Podobnej treści zeznania składa Z. D. .Stwierdziła ,że ok. 1 w nocy w dniu 3 czerwca 2015 roku została zbudzona przez męża , który zauważył ,że sąsiedzi /tj. U. Z. i jej konkubent R. M./ przewrócili drewniany płot. Świadek Z. D. zdołała dostrzec w ciemnościach dwie sylwetki ,z czego na pewno jedna to była damska sylwetka gdyż była w koszuli nocnej.
Mając powyższe na względzie Sąd uznał winę U. Z. za udowodnioną.

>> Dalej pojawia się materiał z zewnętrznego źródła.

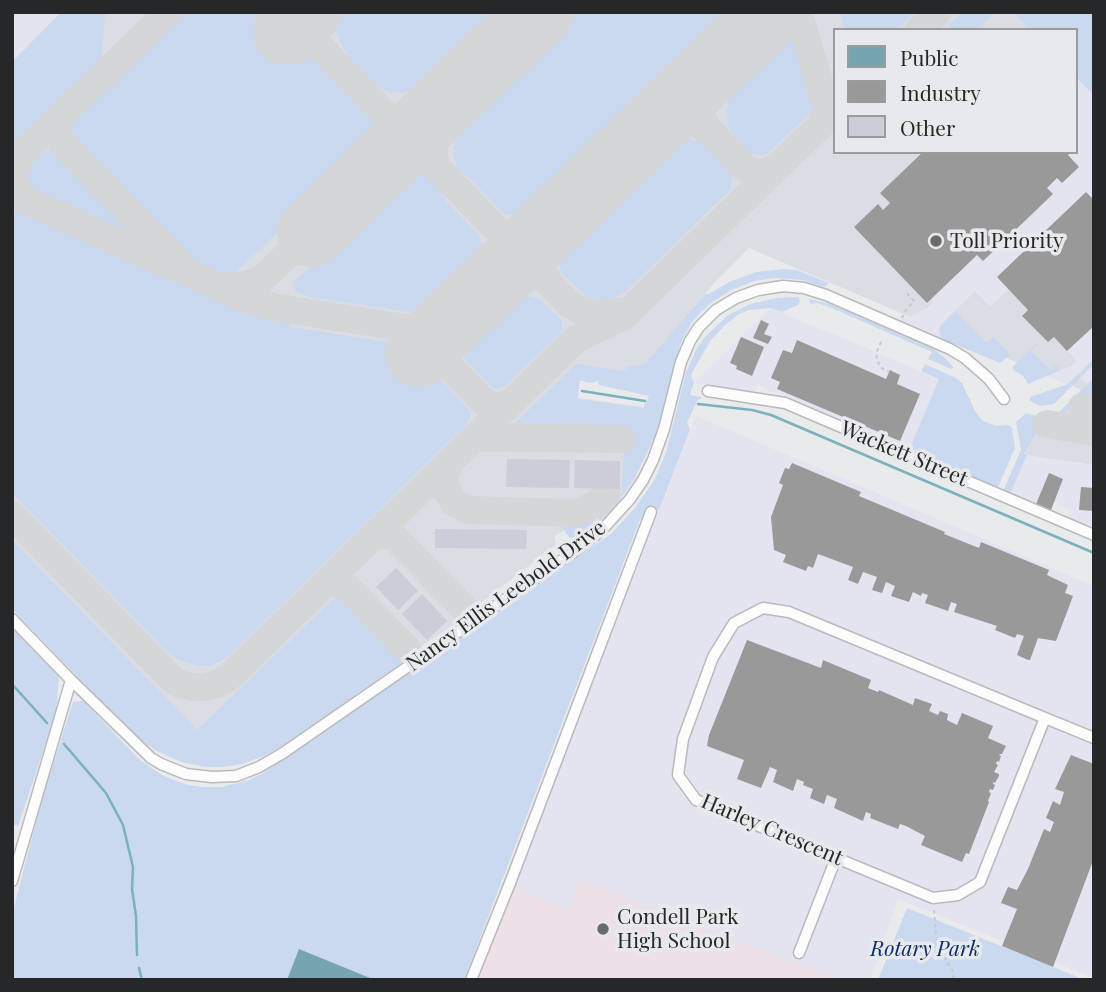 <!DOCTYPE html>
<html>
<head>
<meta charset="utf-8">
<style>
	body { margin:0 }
	#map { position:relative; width:1106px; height:992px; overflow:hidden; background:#e9eaec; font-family:"Playfair Display",serif }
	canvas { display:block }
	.frame { position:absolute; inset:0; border:14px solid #262728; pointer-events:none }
	.legend { position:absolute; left:833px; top:28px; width:245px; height:126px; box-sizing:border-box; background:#e8e9ed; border:2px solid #9a9b9e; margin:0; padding:9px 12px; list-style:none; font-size:21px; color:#262728 }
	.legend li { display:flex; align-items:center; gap:14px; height:35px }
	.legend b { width:35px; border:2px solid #9a9b9e }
</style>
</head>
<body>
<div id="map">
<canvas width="1106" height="992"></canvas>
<div class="frame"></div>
<ul class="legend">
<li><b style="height:19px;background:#76a5af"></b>Public</li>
<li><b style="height:19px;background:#999"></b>Industry</li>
<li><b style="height:19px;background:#cdcdd9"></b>Other</li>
</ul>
</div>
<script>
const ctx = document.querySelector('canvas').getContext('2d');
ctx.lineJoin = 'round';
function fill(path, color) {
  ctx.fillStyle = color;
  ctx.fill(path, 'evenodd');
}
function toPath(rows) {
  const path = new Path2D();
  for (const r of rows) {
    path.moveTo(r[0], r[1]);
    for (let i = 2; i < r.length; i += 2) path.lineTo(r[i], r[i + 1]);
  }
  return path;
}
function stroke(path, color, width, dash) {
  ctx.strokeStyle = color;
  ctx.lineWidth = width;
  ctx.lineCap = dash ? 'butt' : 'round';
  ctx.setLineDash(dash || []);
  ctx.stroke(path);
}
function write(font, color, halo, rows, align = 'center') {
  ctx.font = font + ' "Playfair Display",serif';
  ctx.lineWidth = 7;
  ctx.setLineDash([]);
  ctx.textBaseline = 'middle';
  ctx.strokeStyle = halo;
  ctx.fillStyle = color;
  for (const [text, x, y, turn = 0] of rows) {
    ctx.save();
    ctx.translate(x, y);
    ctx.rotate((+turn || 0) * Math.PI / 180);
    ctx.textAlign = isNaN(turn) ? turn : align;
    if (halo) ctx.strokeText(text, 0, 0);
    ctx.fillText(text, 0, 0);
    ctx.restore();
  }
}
fill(toPath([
	[84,12,1094,12,1094,465,1024,455,1044,422,1063,416,1086,392,749,248,716,281,696,304,685,321,650,394,598,380,580,380,578,398,643,407,647,442,626,484,599,519,591,519,572,534,565,530,555,536,556,545,446,630,404,658,197,735,12,577,12,108],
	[835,30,1076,30,1076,152,835,152]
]), '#dadde3');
fill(toPath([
	[12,12,61,12,12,62],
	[1076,77,1094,95,1094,396,1091,388,1077,375,1068,384,1047,376,1071,366,1076,360,1054,337,1048,342,1022,316,1028,310,1009,289,990,307,975,291,941,325,940,334,942,339,895,317,911,316,926,309,933,303,930,300,927,303,854,227,878,204,883,210,890,204,880,193,923,152,1076,152],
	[771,308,939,379,910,448,891,442,790,398,777,390,775,393,767,390,767,388,758,384,755,391,752,392,694,383],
	[696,416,1094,586,1094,978,898,899,870,980,839,980,580,880,569,910,514,888],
	[1027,455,1094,466,1094,526,1067,518,1070,509,1054,502,1036,504,1023,500,1010,494]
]), '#e4e3f0');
fill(toPath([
	[579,880,839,980,479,980,514,888,569,910]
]), '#ede0e6');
fill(toPath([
	[61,12,109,12,105,16,101,62,12,150,12,62],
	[183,12,268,12,379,127,381,133,229,279,213,276,199,270,74,143,70,133,70,125,76,116],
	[339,12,505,12,436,79,413,90,402,93,391,92,377,86,348,56,336,33,336,21],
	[573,12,735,12,527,212,519,216,508,215,504,214,468,177,458,170,453,155,455,138,460,121],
	[840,12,914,12,896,30,845,30],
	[962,12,995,12,977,30,950,30,949,25],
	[1014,12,1094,12,1094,95,1076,77,1076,30,1030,30],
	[787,33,791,35,812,107,812,112,766,155,753,154,748,152,731,132,728,125,727,110,729,94,734,85],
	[687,138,707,144,725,162,732,176,731,189,624,293,610,300,599,300,587,297,562,273,559,266,563,252,679,142],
	[49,150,62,155,151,247,149,248,32,195,26,185,26,170,37,155],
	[413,168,421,169,439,187,446,201,478,234,482,242,482,248,481,254,477,260,421,314,308,297,296,291,294,288,293,283],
	[18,206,270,319,290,324,291,327,396,343,393,347,423,381,434,372,468,408,471,414,468,423,228,657,220,662,210,666,199,666,179,660,170,655,12,493,12,219],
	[784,269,797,270,829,283,824,287,802,280,789,279,775,278,754,281,731,290,711,303,701,312,692,322,681,343,657,432,635,478,617,504,594,528,581,538,573,539,569,537,560,525,567,519,597,521,622,492,624,435,514,432,513,425,577,364,624,371,629,367,645,364,705,294,709,294,729,282,756,272],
	[579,380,590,383,598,381,599,385,649,396,643,408,578,399],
	[523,295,538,298,561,320,563,331,504,387,494,389,468,363,464,358,465,350,517,297],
	[799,297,800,301,798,305,782,312,771,308,749,310,739,314,725,325,711,340,694,369,691,375,694,383,690,395,701,397,702,398,698,400,687,422,690,430,659,510,648,506,639,522,464,980,12,980,12,915,42,799,73,702,83,701,140,760,162,775,174,780,188,785,204,787,222,787,249,780,263,773,611,534,635,508,654,481,666,453,686,372,697,348,706,336,727,316,750,304,777,298],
	[809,299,830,304,932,348,944,357,954,368,951,369,928,359,932,352,827,306,817,303,810,304],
	[955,311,987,343,993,337,1010,355,1000,363,942,339,940,334,939,328],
	[1036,344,1037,345,1031,351,1050,370,1056,365,1061,370,1028,384,1023,376,1013,370,1013,366],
	[1094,359,1094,364,1054,404,1040,406,1030,401,1030,397,1068,384],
	[925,364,956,378,962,383,976,413,983,421,996,426,1009,425,1012,428,1015,448,998,487,996,488,909,450,939,379,921,371],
	[1094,378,1094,403,1081,398,1063,416,1054,421,1044,422,1024,454,1027,455,1010,494,1004,492,1004,489,1021,450,1016,422,1026,413,1045,418,1058,413],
	[12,540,197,730,341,592,348,594,409,658,279,748,264,756,242,764,223,767,205,767,181,762,155,750,133,734,12,609],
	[12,628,59,677,56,713,18,826,12,824],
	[907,908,1085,980,878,980]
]), '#cbd9f0');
fill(toPath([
	[299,949,375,980,287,980]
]), '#76a5af');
fill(toPath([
	[923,152,1071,152,1068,155,1079,167,1062,183,1057,178,1047,188,1053,194,983,261,977,255,927,303,854,227,878,204,883,210,890,203,880,193],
	[1086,192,1094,200,1094,326,1067,351,1054,337,1048,342,1022,316,1028,310,997,277],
	[761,320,769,324,764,334,772,337,768,344,753,338],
	[741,337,764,347,752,376,736,369,737,366,730,363],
	[797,340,886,379,890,370,900,375,897,384,920,394,900,441,777,389,780,382,771,378,783,350,792,353],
	[792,463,861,492,859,496,945,532,944,534,979,548,981,542,1049,570,1047,575,1068,585,1065,593,1073,596,1056,641,1038,638,1030,660,1028,660,1017,655,1024,636,1017,634,1015,638,995,630,997,626,954,612,957,604,951,602,948,611,925,603,928,595,922,593,921,596,913,592,909,602,891,596,895,586,886,582,882,593,872,590,877,577,863,572,858,584,848,580,853,567,818,554,813,568,808,566,806,571,783,562,786,555,774,550,771,517,783,485,779,483,785,468,789,469],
	[1049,473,1063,479,1051,510,1036,504],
	[1081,487,1094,488,1094,511,1079,510],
	[747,640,821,668,823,660,871,680,868,688,878,692,879,690,913,705,915,698,932,704,929,711,938,715,940,711,948,714,947,720,957,725,962,713,993,726,988,738,1006,746,1002,754,1000,754,999,755,1001,756,999,762,997,761,996,764,998,765,994,772,999,774,999,776,995,783,993,782,993,784,995,785,993,790,990,789,989,792,991,793,988,801,989,802,969,854,966,853,962,862,921,845,925,836,906,826,900,824,898,829,870,818,871,814,866,812,863,821,834,808,837,799,827,795,824,804,810,798,813,789,803,785,804,782,797,779,793,791,773,782,777,770,770,767,761,788,737,779,744,760,707,746,709,735],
	[1071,755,1094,764,1094,858,1053,967,1002,946,1017,909,1001,903,1008,887,1017,890,1028,869,1044,829,1050,832,1054,822,1046,818,1053,801,1060,805,1064,792,1055,789]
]), '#999');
stroke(toPath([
	[582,391,645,401],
	[698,404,752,410,771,415,1094,553],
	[12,684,47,723],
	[64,744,106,793,123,825,133,867,132,889,136,916,137,955],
	[139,968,142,980]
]), '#7ab1bc', 2.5);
stroke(toPath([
	[286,12,569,304,580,310,598,315,622,312],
	[798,12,826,105,826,112,821,125],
	[758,25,707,77,702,88,699,106,702,117,707,128,746,169,757,174,770,171,775,168],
	[919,30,937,12],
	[61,116,57,130,62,143,188,273,243,298,273,307,412,329,418,333,484,402,497,407,510,403],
	[16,167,14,179,15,186,18,193,27,201,174,267],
	[440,171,435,162,433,148,434,129,439,115,451,99,514,37],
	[12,175,19,160,27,149,168,12],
	[549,283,544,272,541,257,542,245,547,234,554,224,602,176,653,129,663,124,674,121,691,122,701,126,711,133],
	[219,286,243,286,262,279,311,233],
	[1082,407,1094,412],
	[1047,424,1094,432],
	[476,437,621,439],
	[451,461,447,468,444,476,446,489,454,503,469,510,576,513,597,504,603,498,607,491],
	[12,515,170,677,180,684,192,687,204,687,219,683,229,677,576,339,624,316,835,111],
	[372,538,384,534,395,538,464,608],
	[322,586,334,582,346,586,407,649]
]), '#d5d6d7', 28);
stroke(toPath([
	[287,31,307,12],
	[311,233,539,12],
	[419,353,771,12]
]), '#d5d6d7', 68);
fill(toPath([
	[507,459,570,460,569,488,506,487],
	[575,460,620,461,620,489,574,488],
	[435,529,527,530,526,549,435,548],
	[396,568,418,591,398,610,376,587],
	[422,594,447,621,427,640,402,614]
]), '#cdcdd9');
const minor = toPath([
	[708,391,785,403,1094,535],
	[12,619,71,680,151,758,161,764,186,774,212,777,236,776,259,767,283,753,575,551,602,530,630,499,643,480,653,460,664,429,681,362,690,341,699,327,716,310,736,298,758,290,783,286,804,288,826,295,950,349,965,358,989,379,1004,399],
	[1045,718,980,882,958,895,933,898,696,800,678,775,683,739,713,657,734,623,763,608,789,612,1045,718,1094,738],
	[12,881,71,680],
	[799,953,836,858],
	[471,980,510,883,651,512]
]);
stroke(minor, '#b9babb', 13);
stroke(toPath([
	[902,318,905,311,914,301,906,292],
	[881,342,876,353,877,359,880,367,889,372],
	[934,910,936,935,938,948,954,973,953,980]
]), '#c7c8c8', 2, [3.5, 3.5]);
stroke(minor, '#fcfcfc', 10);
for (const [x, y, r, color] of [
	[936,241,7,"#6a6b6d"],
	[603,929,7,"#6a6b6d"]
]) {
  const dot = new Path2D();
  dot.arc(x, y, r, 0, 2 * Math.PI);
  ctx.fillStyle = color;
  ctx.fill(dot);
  stroke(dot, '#e8e9ed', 2.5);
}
write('21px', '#262728', '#e8e9ed', [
	["Toll Priority",950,241],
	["Condell Park",617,917],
	["High School",617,941]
], 'left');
write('21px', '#262728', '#e8e9ed', [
	["Wackett Street",904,454,23],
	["Nancy Ellis Leebold Drive",506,596,-36],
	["Harley Crescent",772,830,23]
]);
write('italic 21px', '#0d2d68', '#e8e9ed', [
	["Rotary Park",925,949]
]);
</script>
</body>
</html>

Zachowanie U. Z. było celowym zniszczeniem mienia i ze względu na wartość dokonanego uszkodzenia- czyn ten stanowi jedynie wykroczenie z art. 124 § 1 kk. Działanie U. Z. cechuje nasilenie złośliwości , chęć wyrządzenia szkody .Podkreślić należy ,że nieruchomość którą rozdzielał przedmiotowy płot nie stanowi jej własności ale własność R. M.. Ona jest jednak mocno zaangażowana w konflikt pomiędzy stronami. W ocenie Sądu karą adekwatną do wagi popełnionego wykroczenia , zwłaszcza przy uwzględnieniu wartości szkody jaką wycenił pokrzywdzony będzie kara 100 złotych grzywny, która nie jest karą surową ale wystarczającą , aby przestrzec obwinioną przed dalszym naruszaniem prawa . Takie orzeczenie zachęci do utrzymywania lepszych stosunków społecznych i sąsiedzkich . Obwiniona jest osobą starszą , jest rencistką ,dlatego Sąd poprzestał na obciążaniu jej dodatkowo tylko opłatą i zwolnił od pozostałych kosztów postępowania.
Mając powyższe na względzie Sąd orzekł jak w wyroku.